Only the lines from the top of the data through the line with "I need the junctions" should be repeated, each exactly as written.

Records from a data source
* * *
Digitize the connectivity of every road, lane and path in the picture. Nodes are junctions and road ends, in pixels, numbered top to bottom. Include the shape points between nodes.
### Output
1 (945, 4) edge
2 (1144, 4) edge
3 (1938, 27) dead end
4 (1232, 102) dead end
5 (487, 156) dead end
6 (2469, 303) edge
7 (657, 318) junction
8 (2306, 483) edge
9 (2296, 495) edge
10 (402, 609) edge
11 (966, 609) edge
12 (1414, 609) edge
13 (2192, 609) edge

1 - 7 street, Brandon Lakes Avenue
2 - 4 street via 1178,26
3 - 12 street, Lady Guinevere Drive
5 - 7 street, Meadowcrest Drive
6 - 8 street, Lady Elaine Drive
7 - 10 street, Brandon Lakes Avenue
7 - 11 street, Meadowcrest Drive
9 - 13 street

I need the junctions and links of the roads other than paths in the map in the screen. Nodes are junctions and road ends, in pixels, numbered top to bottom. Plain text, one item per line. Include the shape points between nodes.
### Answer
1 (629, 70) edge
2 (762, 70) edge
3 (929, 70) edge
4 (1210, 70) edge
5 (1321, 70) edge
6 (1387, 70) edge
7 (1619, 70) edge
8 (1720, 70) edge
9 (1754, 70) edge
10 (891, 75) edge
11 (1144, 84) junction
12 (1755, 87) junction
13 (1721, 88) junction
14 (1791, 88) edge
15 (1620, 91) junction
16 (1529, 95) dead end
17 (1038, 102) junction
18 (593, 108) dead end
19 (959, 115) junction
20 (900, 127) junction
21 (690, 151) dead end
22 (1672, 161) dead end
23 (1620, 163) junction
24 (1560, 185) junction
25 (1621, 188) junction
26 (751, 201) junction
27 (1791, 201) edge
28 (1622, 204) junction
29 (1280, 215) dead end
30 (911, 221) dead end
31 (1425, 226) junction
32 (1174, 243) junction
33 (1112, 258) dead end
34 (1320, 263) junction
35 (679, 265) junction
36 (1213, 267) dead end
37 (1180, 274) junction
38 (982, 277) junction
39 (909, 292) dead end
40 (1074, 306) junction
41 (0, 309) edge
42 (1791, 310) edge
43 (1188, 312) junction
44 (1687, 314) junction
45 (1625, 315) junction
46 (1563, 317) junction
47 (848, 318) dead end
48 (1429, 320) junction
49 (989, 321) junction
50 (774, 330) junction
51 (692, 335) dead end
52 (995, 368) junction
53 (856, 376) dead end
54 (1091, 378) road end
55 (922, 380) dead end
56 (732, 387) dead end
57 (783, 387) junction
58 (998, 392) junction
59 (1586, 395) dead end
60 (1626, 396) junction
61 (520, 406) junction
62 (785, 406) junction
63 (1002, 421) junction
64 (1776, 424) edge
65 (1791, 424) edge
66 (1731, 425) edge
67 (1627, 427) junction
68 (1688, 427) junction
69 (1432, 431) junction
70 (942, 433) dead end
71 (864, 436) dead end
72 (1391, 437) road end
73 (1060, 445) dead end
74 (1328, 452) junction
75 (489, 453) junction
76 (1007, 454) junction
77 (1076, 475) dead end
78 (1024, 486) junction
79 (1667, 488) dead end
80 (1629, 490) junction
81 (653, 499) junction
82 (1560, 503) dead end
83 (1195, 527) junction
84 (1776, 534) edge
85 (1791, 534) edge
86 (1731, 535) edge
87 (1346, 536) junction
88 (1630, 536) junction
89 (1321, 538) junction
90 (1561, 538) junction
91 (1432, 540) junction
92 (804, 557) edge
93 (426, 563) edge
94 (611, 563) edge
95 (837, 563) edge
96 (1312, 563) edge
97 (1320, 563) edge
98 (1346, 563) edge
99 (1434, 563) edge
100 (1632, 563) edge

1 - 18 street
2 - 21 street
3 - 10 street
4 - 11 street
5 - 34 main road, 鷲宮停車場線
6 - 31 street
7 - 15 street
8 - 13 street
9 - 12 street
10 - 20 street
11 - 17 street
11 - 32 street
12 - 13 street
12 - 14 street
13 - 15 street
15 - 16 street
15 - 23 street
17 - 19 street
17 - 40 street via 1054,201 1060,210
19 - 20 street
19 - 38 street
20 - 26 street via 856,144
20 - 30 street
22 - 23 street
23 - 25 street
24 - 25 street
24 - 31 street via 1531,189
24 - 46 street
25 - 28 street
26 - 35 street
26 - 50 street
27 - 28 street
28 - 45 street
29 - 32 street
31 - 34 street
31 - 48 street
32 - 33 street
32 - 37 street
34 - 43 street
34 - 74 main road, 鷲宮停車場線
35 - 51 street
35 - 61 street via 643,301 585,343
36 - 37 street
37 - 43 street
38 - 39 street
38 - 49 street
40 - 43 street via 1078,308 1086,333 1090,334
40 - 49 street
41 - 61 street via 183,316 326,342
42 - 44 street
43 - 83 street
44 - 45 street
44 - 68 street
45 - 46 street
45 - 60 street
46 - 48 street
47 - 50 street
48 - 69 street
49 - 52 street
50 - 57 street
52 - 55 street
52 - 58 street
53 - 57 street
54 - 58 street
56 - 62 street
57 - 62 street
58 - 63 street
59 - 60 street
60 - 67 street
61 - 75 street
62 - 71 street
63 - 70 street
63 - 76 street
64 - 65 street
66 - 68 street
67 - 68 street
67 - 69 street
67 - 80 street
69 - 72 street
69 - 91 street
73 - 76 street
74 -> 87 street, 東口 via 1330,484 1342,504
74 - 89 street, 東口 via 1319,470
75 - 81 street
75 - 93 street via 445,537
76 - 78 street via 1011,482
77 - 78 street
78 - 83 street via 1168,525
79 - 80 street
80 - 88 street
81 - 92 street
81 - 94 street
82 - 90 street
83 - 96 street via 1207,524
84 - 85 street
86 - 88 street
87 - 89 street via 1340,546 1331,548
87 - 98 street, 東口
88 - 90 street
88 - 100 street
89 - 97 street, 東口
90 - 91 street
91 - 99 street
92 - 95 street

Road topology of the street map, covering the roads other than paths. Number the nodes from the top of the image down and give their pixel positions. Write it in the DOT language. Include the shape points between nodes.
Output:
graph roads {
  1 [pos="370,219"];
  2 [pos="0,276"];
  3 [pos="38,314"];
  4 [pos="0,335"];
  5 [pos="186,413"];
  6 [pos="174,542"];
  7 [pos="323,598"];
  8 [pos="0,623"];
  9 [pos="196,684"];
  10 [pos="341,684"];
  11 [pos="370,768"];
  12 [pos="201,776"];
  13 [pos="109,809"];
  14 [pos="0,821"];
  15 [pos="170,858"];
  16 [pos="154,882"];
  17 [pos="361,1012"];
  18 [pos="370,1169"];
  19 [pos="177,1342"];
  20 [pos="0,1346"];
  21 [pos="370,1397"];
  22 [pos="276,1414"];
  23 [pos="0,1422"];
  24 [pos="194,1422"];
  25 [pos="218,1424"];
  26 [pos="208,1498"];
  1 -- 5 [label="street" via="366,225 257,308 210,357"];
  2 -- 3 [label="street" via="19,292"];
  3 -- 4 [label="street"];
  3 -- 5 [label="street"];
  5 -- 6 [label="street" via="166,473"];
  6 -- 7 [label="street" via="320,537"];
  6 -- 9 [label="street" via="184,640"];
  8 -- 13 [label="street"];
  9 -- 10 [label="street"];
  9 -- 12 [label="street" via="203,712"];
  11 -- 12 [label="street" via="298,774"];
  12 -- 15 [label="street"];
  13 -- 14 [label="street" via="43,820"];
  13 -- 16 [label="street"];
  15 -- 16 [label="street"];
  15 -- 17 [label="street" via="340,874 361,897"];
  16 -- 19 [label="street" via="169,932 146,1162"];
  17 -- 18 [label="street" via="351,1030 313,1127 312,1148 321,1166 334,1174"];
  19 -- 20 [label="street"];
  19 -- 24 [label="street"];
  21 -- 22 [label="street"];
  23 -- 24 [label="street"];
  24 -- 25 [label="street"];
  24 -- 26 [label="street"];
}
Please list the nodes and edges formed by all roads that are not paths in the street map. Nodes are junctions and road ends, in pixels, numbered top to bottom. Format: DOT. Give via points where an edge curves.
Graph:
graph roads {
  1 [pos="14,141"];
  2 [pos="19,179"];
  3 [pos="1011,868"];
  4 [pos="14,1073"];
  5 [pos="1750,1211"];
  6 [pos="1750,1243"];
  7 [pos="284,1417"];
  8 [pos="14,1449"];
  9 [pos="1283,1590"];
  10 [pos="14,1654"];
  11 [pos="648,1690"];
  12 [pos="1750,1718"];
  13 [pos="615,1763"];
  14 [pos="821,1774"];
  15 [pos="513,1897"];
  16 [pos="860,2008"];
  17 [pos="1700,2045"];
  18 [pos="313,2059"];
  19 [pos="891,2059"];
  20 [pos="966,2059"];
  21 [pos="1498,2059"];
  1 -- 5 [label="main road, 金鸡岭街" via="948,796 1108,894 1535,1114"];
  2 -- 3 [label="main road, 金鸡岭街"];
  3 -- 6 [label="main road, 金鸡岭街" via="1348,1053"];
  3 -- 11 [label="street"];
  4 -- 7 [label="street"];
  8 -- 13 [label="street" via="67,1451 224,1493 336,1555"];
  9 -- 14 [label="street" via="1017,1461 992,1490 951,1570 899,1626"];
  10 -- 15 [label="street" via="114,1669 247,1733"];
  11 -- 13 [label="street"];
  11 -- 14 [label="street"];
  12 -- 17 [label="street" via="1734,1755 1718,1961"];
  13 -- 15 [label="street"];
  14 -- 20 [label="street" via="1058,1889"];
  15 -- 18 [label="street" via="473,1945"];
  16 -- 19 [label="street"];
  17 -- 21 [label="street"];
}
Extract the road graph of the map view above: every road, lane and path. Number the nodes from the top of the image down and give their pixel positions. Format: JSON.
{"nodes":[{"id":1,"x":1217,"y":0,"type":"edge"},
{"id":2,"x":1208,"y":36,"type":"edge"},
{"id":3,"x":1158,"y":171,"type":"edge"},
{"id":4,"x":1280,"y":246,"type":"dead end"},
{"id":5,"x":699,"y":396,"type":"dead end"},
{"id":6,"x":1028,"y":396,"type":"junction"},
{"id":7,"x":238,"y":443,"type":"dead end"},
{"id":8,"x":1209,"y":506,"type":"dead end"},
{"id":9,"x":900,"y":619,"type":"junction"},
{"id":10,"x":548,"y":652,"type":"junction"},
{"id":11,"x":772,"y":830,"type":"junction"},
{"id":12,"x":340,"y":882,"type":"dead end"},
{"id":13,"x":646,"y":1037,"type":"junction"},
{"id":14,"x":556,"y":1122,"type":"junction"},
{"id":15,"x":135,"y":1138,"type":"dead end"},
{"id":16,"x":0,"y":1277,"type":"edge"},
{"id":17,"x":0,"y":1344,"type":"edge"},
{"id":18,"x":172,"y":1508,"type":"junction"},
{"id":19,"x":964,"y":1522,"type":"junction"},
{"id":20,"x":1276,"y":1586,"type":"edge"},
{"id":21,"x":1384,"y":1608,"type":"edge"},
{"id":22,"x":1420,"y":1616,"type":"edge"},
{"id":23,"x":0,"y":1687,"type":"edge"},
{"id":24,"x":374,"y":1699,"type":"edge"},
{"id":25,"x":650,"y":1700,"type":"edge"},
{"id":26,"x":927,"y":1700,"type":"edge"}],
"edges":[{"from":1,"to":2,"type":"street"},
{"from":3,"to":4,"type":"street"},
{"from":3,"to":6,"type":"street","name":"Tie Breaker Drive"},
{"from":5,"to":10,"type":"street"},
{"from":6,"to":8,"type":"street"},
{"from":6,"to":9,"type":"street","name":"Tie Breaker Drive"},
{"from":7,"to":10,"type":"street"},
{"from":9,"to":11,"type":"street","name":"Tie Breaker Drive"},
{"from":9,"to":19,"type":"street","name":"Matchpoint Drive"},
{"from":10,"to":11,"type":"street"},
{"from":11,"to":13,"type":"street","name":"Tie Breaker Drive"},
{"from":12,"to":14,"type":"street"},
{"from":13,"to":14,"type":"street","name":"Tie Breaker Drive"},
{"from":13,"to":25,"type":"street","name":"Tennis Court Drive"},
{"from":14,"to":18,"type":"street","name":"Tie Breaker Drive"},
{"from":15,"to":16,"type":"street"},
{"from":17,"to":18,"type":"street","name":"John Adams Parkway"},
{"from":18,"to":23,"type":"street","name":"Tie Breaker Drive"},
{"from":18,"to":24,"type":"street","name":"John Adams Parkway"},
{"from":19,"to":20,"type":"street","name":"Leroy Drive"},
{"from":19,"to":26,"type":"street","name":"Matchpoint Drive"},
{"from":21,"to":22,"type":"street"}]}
* * *
» **EXERCISE RESULT**:
Digitize the connectivity of every road, lane and path in the picture. Nodes are junctions and road ends, in pixels, numbered top to bottom. Include the shape points between nodes.
### Output
1 (945, 4) edge
2 (1144, 4) edge
3 (1938, 27) dead end
4 (1232, 102) dead end
5 (487, 156) dead end
6 (2469, 303) edge
7 (657, 318) junction
8 (2306, 483) edge
9 (2296, 495) edge
10 (402, 609) edge
11 (966, 609) edge
12 (1414, 609) edge
13 (2192, 609) edge

1 - 7 street, Brandon Lakes Avenue
2 - 4 street via 1178,26
3 - 12 street, Lady Guinevere Drive
5 - 7 street, Meadowcrest Drive
6 - 8 street, Lady Elaine Drive
7 - 10 street, Brandon Lakes Avenue
7 - 11 street, Meadowcrest Drive
9 - 13 street

I need the junctions and links of the roads other than paths in the map in the screen. Nodes are junctions and road ends, in pixels, numbered top to bottom. Plain text, one item per line. Include the shape points between nodes.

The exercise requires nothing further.